Le monde numérique atténue certaines inégalités et permet à un nombre toujours plus élevé d’entre nous d’accéder aux informations dont nous avons besoin pour interpeller les gouvernements et les entreprises. L’information est source de pouvoir, et Internet est à même de donner aux sept milliards d’habitants de la planète les moyens d’agir. Cela permet à tous de parler de ce que nous voyons et ressentons, où que nous soyons et quelle que soit la réalité que nous observons.

Ceci dit...aujourd’hui la liberté d’expression reste fonction de l’aisance matérielle, des privilèges et de la place de chacun au sein de la société. Les responsables de chaînes télévisées, par exemple, peuvent diffuser leur message à bien plus de personnes que le reste de la population. De même, ceux qui dispose de leur propre ordinateur portable et d’une connexion haut débit ont beaucoup plus facilement accès à l’information que ceux qui doivent marcher des kilomètres pour se rendre dans un cybercafé.

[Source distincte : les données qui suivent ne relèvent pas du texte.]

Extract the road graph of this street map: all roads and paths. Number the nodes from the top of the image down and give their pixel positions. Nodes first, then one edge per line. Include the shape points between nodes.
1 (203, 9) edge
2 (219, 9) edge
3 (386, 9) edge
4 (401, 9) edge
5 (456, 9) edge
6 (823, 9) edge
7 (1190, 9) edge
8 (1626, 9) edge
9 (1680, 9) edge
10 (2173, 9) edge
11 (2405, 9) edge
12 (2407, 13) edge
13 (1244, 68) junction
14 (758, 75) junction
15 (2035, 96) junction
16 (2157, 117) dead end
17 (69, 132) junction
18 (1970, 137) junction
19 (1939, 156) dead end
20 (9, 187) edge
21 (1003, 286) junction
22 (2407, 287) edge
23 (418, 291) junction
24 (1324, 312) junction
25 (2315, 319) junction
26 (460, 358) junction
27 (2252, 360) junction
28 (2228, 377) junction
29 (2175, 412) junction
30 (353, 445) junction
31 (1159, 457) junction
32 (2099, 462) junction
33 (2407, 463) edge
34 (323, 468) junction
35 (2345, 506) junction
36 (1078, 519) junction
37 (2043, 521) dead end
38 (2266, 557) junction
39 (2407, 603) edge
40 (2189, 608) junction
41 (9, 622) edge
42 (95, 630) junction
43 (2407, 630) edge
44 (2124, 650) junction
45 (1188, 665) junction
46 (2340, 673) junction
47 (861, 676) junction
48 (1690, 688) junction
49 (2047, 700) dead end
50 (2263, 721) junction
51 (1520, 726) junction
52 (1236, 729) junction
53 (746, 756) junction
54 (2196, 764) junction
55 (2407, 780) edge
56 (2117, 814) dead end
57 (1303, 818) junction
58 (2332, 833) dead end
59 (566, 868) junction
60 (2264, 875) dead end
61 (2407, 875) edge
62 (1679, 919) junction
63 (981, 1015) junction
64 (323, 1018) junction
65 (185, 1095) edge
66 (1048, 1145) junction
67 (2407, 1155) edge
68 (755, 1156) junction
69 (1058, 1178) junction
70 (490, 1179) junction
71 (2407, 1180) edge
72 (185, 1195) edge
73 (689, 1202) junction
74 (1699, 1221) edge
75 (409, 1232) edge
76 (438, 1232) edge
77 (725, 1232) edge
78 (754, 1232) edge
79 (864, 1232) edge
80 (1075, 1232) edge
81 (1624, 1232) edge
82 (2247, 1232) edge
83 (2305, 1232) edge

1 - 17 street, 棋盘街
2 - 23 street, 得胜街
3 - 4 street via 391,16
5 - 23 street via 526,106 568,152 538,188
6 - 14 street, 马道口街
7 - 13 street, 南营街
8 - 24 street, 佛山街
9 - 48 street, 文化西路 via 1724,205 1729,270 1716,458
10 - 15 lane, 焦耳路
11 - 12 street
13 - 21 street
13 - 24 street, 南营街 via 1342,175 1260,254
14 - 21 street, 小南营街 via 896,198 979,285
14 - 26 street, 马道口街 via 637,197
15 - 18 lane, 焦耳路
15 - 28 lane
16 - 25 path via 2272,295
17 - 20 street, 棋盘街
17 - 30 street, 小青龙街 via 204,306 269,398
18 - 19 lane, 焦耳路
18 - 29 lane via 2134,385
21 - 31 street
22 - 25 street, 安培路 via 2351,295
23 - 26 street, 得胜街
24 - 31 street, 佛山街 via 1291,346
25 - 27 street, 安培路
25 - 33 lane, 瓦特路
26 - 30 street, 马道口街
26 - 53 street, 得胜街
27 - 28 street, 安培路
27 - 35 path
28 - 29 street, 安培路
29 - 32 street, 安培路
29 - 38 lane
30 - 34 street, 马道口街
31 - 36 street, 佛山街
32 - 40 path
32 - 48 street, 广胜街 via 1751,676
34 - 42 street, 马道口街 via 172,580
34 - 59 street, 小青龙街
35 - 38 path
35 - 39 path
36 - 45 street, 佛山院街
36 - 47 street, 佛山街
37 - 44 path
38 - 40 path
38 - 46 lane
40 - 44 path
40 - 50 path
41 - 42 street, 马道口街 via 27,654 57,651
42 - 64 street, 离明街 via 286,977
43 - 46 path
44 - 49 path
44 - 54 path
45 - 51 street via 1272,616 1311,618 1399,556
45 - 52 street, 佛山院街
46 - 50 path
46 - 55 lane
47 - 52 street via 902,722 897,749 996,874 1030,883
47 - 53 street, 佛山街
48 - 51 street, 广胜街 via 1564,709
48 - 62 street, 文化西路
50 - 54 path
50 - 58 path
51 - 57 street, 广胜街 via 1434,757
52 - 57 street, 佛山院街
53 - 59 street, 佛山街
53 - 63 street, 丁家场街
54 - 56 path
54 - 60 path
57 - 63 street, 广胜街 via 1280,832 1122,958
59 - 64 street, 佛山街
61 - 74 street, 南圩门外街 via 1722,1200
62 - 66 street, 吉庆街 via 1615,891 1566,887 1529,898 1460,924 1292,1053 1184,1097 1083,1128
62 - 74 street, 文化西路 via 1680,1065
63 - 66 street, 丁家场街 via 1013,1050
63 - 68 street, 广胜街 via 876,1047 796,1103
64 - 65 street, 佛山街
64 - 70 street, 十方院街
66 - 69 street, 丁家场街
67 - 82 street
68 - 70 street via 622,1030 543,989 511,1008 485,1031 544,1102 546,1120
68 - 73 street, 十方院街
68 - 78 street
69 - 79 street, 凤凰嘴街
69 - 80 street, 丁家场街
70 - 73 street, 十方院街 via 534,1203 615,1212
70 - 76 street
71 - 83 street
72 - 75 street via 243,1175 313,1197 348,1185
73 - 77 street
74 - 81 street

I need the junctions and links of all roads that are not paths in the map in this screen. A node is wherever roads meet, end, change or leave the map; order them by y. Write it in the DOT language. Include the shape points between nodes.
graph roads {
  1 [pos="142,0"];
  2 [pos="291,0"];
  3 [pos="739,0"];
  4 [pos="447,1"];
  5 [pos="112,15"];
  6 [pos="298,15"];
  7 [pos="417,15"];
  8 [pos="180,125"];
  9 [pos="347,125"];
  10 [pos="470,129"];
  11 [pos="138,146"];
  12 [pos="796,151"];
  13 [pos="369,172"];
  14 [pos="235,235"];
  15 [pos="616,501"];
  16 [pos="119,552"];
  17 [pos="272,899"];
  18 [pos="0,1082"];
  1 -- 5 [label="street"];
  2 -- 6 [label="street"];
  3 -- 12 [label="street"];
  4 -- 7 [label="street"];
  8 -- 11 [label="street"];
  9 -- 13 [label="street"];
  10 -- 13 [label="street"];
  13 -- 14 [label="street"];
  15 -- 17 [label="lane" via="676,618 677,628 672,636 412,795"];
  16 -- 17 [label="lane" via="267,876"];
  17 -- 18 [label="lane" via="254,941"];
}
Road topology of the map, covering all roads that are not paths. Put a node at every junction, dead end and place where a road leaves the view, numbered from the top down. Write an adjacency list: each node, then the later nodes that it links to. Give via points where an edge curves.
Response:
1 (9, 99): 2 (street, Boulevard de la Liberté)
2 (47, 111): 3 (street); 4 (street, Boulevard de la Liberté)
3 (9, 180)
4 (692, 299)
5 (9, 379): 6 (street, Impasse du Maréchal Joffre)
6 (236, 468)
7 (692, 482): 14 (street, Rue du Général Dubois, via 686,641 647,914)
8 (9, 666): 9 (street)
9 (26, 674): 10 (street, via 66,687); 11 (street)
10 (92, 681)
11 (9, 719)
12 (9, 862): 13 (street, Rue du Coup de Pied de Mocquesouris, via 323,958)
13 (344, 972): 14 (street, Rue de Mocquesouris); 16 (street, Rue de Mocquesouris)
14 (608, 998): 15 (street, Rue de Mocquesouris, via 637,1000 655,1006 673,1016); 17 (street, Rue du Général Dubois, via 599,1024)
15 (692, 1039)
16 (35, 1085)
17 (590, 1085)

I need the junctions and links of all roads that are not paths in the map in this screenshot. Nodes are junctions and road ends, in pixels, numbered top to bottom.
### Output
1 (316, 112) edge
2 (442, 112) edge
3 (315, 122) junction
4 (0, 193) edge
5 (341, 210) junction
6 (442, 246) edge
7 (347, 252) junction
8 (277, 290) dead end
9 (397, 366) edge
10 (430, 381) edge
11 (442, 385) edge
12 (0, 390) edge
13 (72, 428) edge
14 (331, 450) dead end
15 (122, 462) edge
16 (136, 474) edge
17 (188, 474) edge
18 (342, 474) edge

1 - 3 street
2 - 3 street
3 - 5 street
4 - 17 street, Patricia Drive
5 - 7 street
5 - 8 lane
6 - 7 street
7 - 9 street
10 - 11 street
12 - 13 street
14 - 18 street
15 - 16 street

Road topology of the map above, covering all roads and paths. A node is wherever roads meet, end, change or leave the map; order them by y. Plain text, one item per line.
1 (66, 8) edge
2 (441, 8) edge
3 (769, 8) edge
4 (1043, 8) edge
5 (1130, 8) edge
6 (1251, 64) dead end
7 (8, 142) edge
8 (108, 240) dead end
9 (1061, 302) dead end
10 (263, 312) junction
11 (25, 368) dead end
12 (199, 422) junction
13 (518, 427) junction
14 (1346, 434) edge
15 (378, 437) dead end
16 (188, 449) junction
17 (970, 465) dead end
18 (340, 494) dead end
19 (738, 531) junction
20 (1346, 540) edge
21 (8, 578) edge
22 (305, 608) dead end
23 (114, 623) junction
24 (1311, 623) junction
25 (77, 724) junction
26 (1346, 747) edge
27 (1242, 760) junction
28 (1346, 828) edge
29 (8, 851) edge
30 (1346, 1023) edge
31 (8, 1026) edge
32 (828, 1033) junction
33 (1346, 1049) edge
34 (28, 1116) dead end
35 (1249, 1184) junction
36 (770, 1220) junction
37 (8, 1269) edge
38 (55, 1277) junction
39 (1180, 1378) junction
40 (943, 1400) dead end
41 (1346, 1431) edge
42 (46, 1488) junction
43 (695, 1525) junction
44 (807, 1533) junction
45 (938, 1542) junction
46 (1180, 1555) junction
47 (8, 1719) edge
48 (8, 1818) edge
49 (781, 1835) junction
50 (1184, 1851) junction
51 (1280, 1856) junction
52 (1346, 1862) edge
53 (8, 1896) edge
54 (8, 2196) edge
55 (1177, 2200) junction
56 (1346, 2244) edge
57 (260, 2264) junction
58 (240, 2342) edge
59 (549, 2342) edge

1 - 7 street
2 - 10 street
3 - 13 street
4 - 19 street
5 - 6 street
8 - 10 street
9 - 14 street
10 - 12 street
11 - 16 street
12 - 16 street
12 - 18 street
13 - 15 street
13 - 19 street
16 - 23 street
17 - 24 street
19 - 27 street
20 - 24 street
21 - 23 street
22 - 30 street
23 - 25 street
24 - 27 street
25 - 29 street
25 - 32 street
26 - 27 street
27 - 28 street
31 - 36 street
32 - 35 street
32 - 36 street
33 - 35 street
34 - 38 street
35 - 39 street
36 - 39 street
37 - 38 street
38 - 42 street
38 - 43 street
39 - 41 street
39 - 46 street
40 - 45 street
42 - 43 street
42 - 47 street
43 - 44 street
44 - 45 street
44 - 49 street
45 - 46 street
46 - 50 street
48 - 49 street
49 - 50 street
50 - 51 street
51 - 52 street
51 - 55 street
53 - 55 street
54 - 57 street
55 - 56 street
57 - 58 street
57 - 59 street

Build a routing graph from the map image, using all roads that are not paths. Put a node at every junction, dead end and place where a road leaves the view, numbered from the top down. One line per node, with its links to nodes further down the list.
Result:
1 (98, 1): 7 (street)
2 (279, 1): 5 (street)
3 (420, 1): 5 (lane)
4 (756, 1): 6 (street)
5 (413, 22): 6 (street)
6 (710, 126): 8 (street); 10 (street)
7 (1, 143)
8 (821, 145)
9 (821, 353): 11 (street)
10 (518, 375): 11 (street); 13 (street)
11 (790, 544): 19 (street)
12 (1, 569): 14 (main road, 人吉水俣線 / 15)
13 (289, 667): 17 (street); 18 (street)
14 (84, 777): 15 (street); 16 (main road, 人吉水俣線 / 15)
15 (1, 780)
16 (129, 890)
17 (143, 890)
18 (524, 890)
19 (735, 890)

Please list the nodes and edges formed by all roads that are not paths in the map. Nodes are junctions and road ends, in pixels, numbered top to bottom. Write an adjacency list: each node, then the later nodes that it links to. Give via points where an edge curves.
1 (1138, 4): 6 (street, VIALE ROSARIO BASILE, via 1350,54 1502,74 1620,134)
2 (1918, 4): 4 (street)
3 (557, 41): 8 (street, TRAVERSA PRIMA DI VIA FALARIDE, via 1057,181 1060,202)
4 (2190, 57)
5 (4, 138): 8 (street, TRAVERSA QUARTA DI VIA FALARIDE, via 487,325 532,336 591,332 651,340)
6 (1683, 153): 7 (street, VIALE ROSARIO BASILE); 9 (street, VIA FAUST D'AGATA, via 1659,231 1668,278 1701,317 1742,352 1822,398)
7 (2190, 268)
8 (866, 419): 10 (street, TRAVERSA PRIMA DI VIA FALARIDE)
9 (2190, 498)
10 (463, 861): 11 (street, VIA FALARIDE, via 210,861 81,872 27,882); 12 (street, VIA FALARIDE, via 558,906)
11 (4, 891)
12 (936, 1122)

De plus en plus, les États essaient d’ériger des pare-feux en vue de circonscrire les communications numériques. La Chine, l’Iran et le Viêt-Nam essaient de mettre en place des dispositifs leur permettant de contrôler l’accès aux informations disponibles dans la sphère numérique. Dans la région du Cachemire, dans le nord de l’Inde, l’Internet et les communications mobiles sont suspendus lorsque le moindre trouble survient. À Amnesty, nous trouvons sans cesse de nouvelles manières d’empêcher que notre site Internet soit bloqué en Chine.

Les gouvernements utilisent en outre des technologies dangereuses et sophistiquées qui leur permettent de lire les courriels privés de militants et de journalistes, et d’allumer à distance la caméra ou le microphone de l’ordinateur de ceux-ci afin d’enregistrer subrepticement leurs activités. En 2014, Amnesty et une coalition d’organisations de défense des droits humains et spécialistes de ces technologies ont lancé « Detekt »- un outil simple permettant aux militants de passer leurs appareils au crible afin d’y détecter la présence d’éventuels logiciels espions.